Researcher Wilson to step down as IHGT head


The Institute for Human Gene Therapy came under fire after the death of an 18-year-old test participant.

By Emily Sanders April 23, 2002

Penn researcher James Wilson announced that he will step down as director of the Institute for Human Gene Therapy, effective at the beginning of July.

Wilson and the IHGT came under heavy criticism and scrutiny when a 1999 human genetic research trial resulted in the death of 18-year-old Jesse Gelsinger. Since that time, Wilson has continued in his position as director of the IHGT, despite procedures currently underway by the Food and Drug Administration that would bar him from ever conducting further research on humans.

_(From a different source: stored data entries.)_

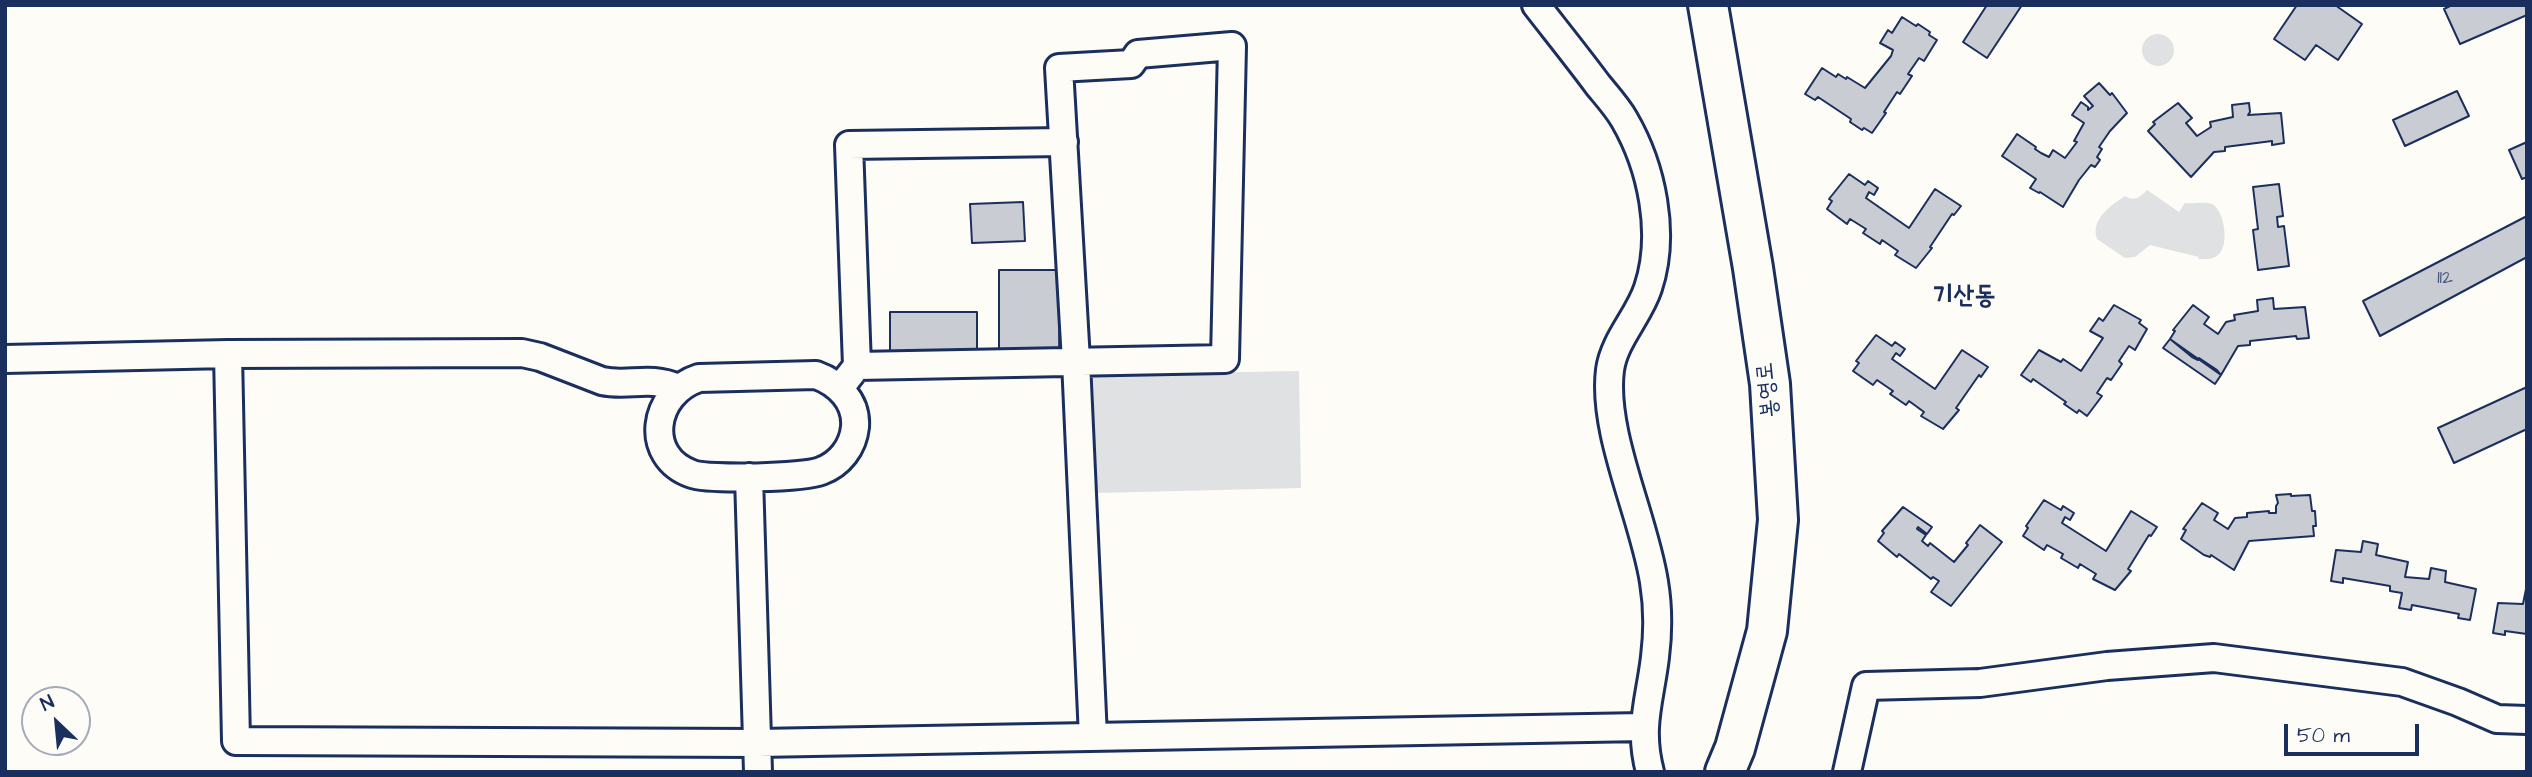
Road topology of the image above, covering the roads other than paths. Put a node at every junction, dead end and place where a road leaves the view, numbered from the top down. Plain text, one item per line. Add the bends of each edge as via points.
1 (1536, 5) edge
2 (1708, 5) edge
3 (1064, 142) junction
4 (228, 354) junction
5 (5, 359) edge
6 (1076, 361) junction
7 (858, 366) junction
8 (678, 388) junction
9 (840, 388) junction
10 (749, 477) junction
11 (2527, 720) edge
12 (1643, 727) junction
13 (1093, 737) junction
14 (758, 743) junction
15 (758, 772) edge
16 (1650, 772) edge
17 (1725, 772) edge
18 (1847, 772) edge

1 - 12 street via 1624,119 1641,156 1656,223 1648,289 1616,354 1610,385 1610,410 1654,583 1655,656
2 - 17 highway, 봉영로 via 1770,384 1778,520 1767,631
3 - 6 street
3 - 6 street via 1059,68 1131,64 1138,54 1231,46 1225,359
3 - 7 street via 849,145
4 - 5 street
4 - 8 street via 522,353 602,381 649,380
4 - 14 street via 236,741
6 - 7 street
6 - 13 street
7 - 9 street
8 - 9 street via 699,378 816,375
8 - 10 street via 666,401 660,421 669,457 691,474
9 - 10 street via 854,412 855,426 839,461 809,474
10 - 14 street
11 - 18 street via 2497,719 2402,682 2214,658 2168,660 1980,683 1867,686
12 - 13 street
12 - 16 street
13 - 14 street
14 - 15 street

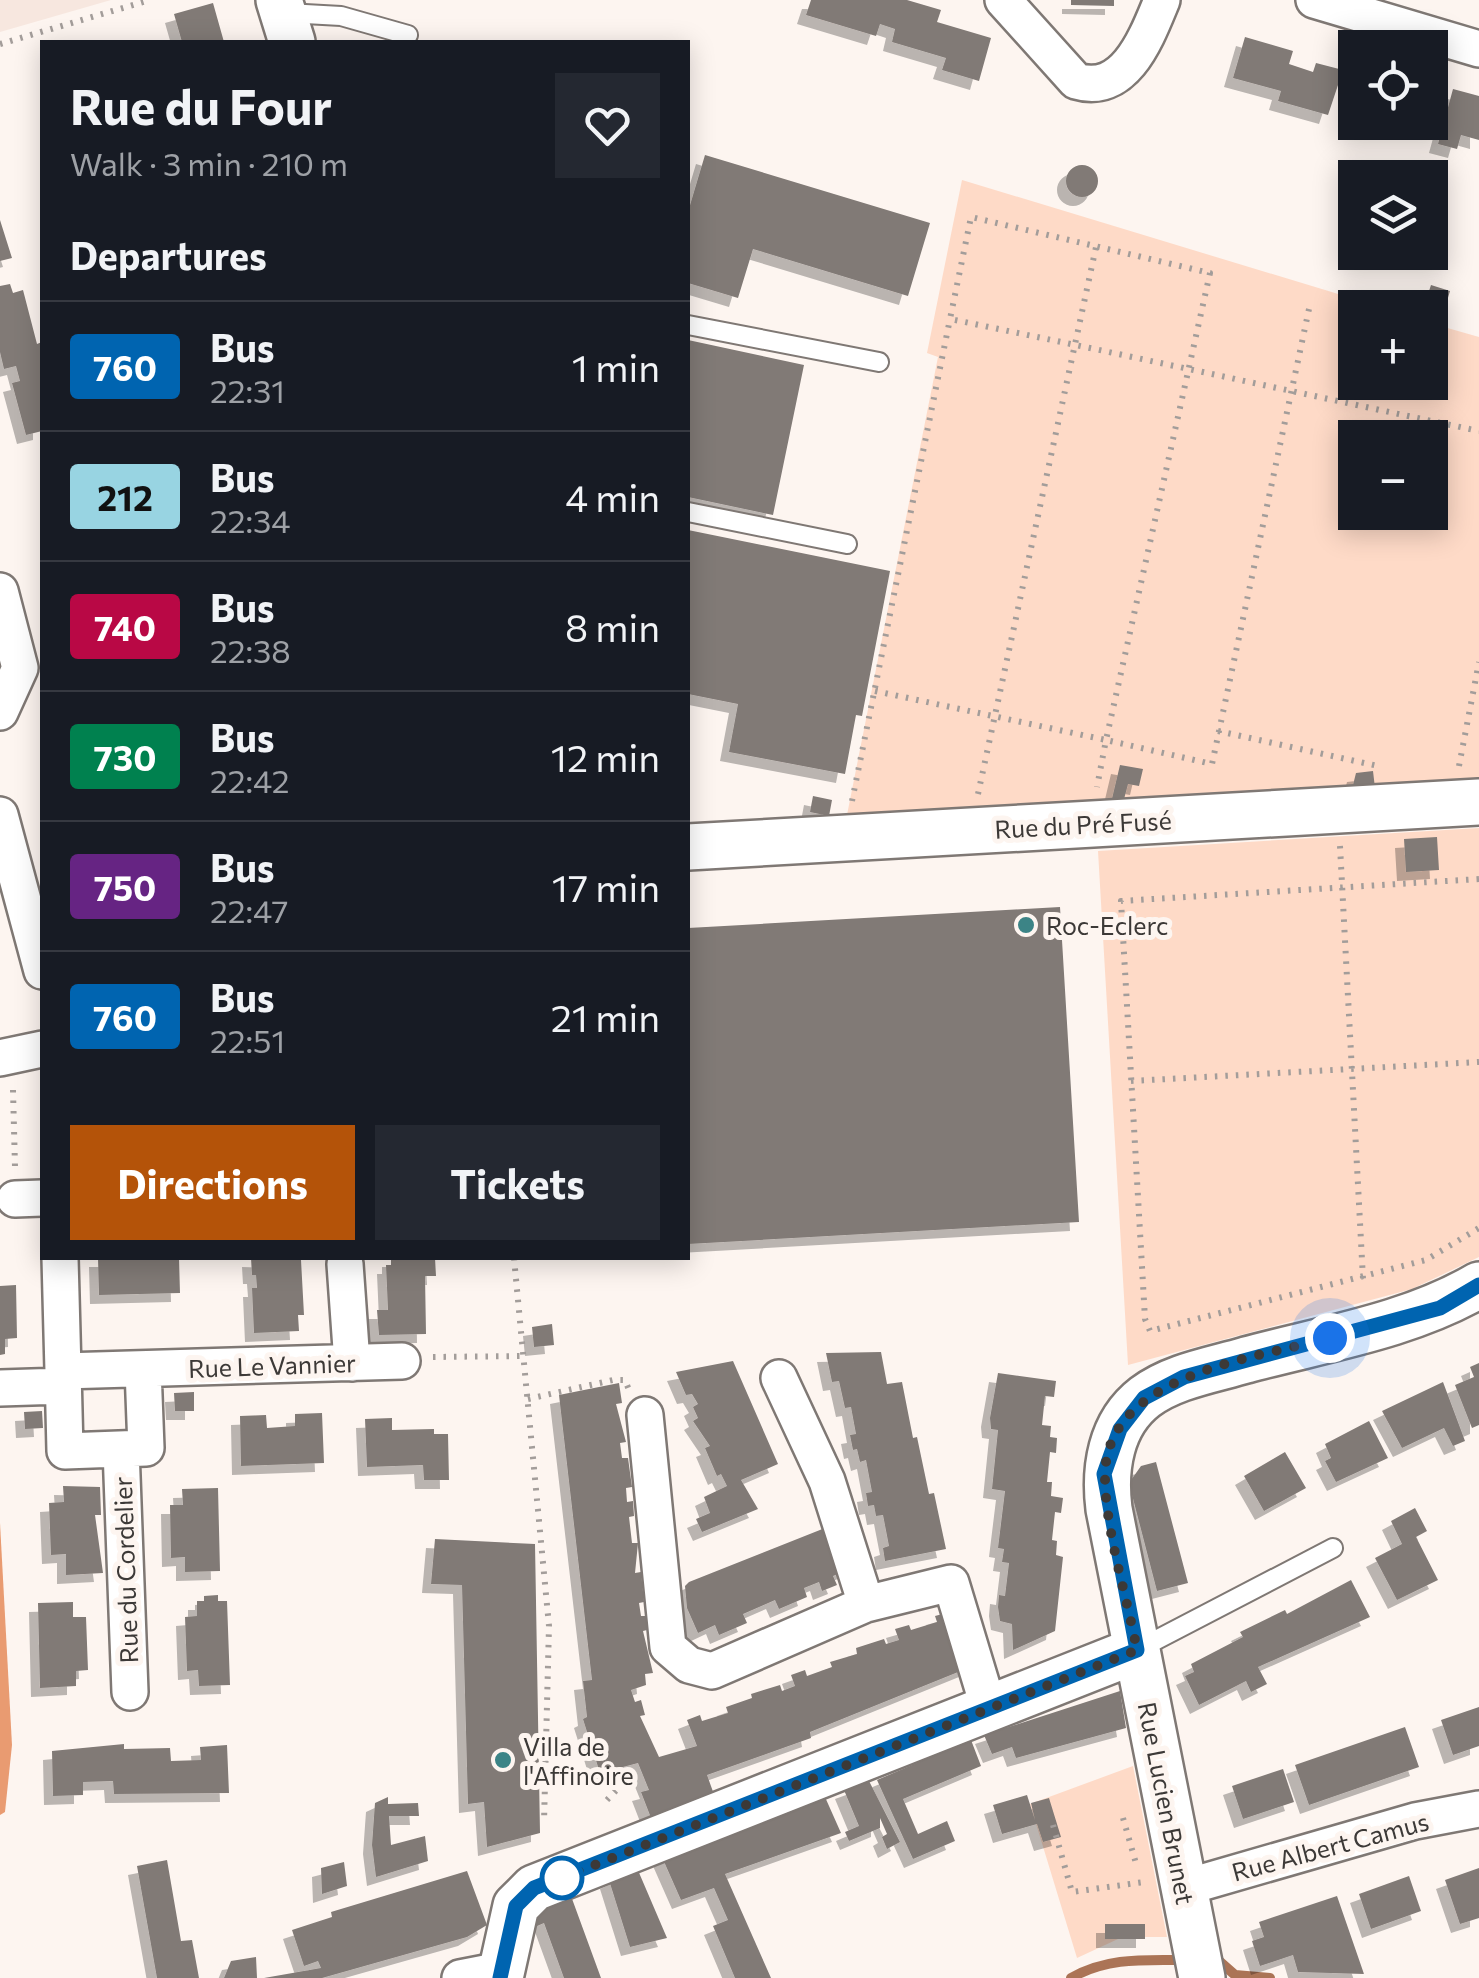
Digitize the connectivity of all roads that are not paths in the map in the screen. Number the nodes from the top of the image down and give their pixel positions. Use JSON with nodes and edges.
{"nodes":[{"id":1,"x":1004,"y":0,"type":"edge"},
{"id":2,"x":1162,"y":0,"type":"edge"},
{"id":3,"x":1314,"y":0,"type":"edge"},
{"id":4,"x":1417,"y":14,"type":"edge"},
{"id":5,"x":284,"y":19,"type":"edge"},
{"id":6,"x":408,"y":35,"type":"dead end"},
{"id":7,"x":1479,"y":50,"type":"edge"},
{"id":8,"x":690,"y":325,"type":"edge"},
{"id":9,"x":879,"y":362,"type":"dead end"},
{"id":10,"x":690,"y":512,"type":"edge"},
{"id":11,"x":846,"y":544,"type":"dead end"},
{"id":12,"x":0,"y":592,"type":"edge"},
{"id":13,"x":0,"y":712,"type":"edge"},
{"id":14,"x":1469,"y":778,"type":"edge"},
{"id":15,"x":0,"y":815,"type":"edge"},
{"id":16,"x":690,"y":847,"type":"edge"},
{"id":17,"x":40,"y":964,"type":"edge"},
{"id":18,"x":40,"y":1049,"type":"edge"},
{"id":19,"x":0,"y":1058,"type":"edge"},
{"id":20,"x":60,"y":1260,"type":"edge"},
{"id":21,"x":345,"y":1264,"type":"dead end"},
{"id":22,"x":1479,"y":1285,"type":"edge"},
{"id":23,"x":402,"y":1361,"type":"road end"},
{"id":24,"x":352,"y":1363,"type":"junction"},
{"id":25,"x":143,"y":1369,"type":"junction"},
{"id":26,"x":779,"y":1378,"type":"dead end"},
{"id":27,"x":63,"y":1379,"type":"junction"},
{"id":28,"x":0,"y":1388,"type":"edge"},
{"id":29,"x":645,"y":1415,"type":"road end"},
{"id":30,"x":121,"y":1449,"type":"junction"},
{"id":31,"x":1333,"y":1548,"type":"dead end"},
{"id":32,"x":866,"y":1604,"type":"junction"},
{"id":33,"x":1137,"y":1650,"type":"junction"},
{"id":34,"x":130,"y":1692,"type":"dead end"},
{"id":35,"x":989,"y":1708,"type":"junction"},
{"id":36,"x":1479,"y":1809,"type":"edge"},
{"id":37,"x":1183,"y":1888,"type":"junction"},
{"id":38,"x":487,"y":1975,"type":"edge"},
{"id":39,"x":1202,"y":1978,"type":"edge"}],
"edges":[{"from":1,"to":2,"type":"street"},
{"from":3,"to":4,"type":"street"},
{"from":4,"to":7,"type":"street"},
{"from":5,"to":6,"type":"lane"},
{"from":8,"to":9,"type":"lane"},
{"from":10,"to":11,"type":"lane"},
{"from":12,"to":13,"type":"street"},
{"from":14,"to":16,"type":"street","name":"Rue du Pré Fusé"},
{"from":15,"to":17,"type":"street"},
{"from":18,"to":19,"type":"street"},
{"from":20,"to":27,"type":"street"},
{"from":21,"to":24,"type":"street"},
{"from":22,"to":33,"type":"street","name":"Rue Lucien Brunet"},
{"from":23,"to":24,"type":"street","name":"Rue Le Vannier"},
{"from":24,"to":25,"type":"street","name":"Rue Le Vannier"},
{"from":25,"to":27,"type":"street","name":"Rue Le Vannier"},
{"from":25,"to":30,"type":"street"},
{"from":26,"to":32,"type":"street"},
{"from":27,"to":28,"type":"street","name":"Rue Le Vannier"},
{"from":27,"to":30,"type":"street"},
{"from":29,"to":32,"type":"street"},
{"from":30,"to":34,"type":"street","name":"Rue du Cordelier"},
{"from":31,"to":33,"type":"lane"},
{"from":32,"to":35,"type":"street"},
{"from":33,"to":35,"type":"street"},
{"from":33,"to":37,"type":"street","name":"Rue Lucien Brunet"},
{"from":35,"to":38,"type":"street"},
{"from":36,"to":37,"type":"street","name":"Rue Albert Camus"},
{"from":37,"to":39,"type":"street","name":"Rue Lucien Brunet"}]}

He did, however, resign his post as chief of medical genetics in the Department of Medicine in September of 2000.

According to Medical School Dean Arthur Rubenstein, Wilson's resignation from the helm of the gene therapy institute comes after a review of the IHGT's organization and focus by an eight-member committee that was organized in August of 2001.

The committee found that in order for the IHGT to be effective in developing new therapies and conducting research, the Institute needed to widen its mission to include cell-based therapies, stem cell biology and molecular virology.

Because the recommendations for a change of scope and direction of the IHGT would require more clinical research, Wilson decided to step down.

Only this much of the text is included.